# [WHAT THE TASK ASKS]
Collect each line of the entries that holds the string "pixels".

# [DATASET EXTRACT]

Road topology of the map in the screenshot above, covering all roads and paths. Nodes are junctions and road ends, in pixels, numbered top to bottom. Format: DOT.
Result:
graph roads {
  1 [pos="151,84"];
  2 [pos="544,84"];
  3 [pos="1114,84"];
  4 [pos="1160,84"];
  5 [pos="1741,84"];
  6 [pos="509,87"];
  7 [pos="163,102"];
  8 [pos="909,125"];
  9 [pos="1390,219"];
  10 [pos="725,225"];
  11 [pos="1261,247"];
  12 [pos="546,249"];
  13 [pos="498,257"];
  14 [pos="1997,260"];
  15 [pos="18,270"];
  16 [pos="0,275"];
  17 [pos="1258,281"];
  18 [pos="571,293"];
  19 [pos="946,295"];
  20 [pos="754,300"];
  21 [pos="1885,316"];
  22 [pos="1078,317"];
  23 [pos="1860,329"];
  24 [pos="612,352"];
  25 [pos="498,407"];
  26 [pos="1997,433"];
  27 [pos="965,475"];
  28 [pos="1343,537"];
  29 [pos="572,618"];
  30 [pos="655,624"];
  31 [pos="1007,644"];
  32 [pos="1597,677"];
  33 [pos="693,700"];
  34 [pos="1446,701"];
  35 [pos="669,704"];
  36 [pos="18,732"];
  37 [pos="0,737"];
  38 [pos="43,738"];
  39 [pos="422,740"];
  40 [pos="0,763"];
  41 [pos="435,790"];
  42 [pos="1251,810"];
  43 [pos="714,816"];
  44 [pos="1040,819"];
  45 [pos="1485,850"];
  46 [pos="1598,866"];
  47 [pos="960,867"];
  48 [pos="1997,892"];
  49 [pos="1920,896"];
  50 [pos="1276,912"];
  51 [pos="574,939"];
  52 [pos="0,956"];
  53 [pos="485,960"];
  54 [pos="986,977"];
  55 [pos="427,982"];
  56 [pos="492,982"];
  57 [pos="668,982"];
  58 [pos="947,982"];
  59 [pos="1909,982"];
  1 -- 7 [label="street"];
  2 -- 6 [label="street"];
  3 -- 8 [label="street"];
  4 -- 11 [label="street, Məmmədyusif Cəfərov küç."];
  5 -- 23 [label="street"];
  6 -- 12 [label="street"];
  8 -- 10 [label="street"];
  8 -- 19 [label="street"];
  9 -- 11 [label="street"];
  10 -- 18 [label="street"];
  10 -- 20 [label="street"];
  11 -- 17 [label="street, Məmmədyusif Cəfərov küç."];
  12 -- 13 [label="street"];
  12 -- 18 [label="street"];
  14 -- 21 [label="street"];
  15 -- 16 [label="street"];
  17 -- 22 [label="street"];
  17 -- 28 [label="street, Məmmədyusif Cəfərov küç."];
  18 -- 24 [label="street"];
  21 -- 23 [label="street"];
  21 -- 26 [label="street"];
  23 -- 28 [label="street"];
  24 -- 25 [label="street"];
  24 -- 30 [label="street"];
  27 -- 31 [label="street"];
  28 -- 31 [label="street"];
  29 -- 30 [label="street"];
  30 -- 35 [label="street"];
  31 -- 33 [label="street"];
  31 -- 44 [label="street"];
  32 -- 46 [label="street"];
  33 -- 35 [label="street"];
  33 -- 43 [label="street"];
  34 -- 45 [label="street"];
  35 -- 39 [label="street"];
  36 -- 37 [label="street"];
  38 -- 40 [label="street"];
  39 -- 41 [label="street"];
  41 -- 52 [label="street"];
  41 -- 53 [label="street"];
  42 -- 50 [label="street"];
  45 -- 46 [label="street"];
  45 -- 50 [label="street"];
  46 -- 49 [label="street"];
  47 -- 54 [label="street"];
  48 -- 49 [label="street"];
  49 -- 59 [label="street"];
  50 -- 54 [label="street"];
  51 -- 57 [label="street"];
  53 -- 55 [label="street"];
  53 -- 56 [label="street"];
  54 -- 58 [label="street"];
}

---

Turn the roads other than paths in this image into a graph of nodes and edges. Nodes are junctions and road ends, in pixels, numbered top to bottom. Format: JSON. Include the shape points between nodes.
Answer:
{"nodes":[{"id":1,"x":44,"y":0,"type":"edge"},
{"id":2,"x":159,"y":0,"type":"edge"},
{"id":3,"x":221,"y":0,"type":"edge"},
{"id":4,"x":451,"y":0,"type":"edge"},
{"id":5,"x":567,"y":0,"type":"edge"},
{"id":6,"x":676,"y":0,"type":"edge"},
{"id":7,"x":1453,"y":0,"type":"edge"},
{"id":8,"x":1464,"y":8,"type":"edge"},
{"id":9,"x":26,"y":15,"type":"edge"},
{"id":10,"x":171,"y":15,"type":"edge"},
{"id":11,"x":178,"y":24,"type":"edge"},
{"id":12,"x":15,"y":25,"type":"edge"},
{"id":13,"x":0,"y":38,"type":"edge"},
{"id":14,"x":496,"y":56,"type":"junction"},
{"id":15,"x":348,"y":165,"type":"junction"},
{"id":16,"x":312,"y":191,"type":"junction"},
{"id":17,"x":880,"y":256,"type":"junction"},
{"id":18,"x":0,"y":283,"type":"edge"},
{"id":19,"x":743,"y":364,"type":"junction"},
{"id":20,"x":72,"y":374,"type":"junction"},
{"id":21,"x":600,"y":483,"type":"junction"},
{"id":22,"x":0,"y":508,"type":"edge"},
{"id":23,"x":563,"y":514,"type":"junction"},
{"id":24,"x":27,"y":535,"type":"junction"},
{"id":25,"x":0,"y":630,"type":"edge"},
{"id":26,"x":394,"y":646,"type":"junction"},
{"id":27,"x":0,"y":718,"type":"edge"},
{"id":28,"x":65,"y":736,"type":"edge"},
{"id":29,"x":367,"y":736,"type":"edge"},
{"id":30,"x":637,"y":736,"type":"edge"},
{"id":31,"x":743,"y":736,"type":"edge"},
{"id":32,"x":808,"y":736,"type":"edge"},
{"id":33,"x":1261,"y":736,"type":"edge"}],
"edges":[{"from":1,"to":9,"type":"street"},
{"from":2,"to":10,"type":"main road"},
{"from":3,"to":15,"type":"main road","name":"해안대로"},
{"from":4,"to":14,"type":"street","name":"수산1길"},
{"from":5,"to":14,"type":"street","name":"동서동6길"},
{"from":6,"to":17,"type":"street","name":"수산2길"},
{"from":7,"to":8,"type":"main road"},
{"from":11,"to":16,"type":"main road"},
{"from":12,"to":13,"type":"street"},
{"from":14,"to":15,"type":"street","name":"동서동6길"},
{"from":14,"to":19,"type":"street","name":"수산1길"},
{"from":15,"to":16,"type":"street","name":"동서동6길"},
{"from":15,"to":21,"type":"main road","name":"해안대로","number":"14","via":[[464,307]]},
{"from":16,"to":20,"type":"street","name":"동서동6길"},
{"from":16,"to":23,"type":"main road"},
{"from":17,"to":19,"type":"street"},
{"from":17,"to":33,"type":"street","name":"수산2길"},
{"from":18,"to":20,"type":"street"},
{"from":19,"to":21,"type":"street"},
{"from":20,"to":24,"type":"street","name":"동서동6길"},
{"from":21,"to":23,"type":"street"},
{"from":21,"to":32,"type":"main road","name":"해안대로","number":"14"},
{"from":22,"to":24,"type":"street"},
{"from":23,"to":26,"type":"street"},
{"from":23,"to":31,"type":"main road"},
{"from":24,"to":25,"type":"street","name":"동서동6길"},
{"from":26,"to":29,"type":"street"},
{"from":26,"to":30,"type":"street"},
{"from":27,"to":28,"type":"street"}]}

# [YOUR SOLUTION]
Road topology of the map in the screenshot above, covering all roads and paths. Nodes are junctions and road ends, in pixels, numbered top to bottom. Format: DOT.
Turn the roads other than paths in this image into a graph of nodes and edges. Nodes are junctions and road ends, in pixels, numbered top to bottom. Format: JSON. Include the shape points between nodes.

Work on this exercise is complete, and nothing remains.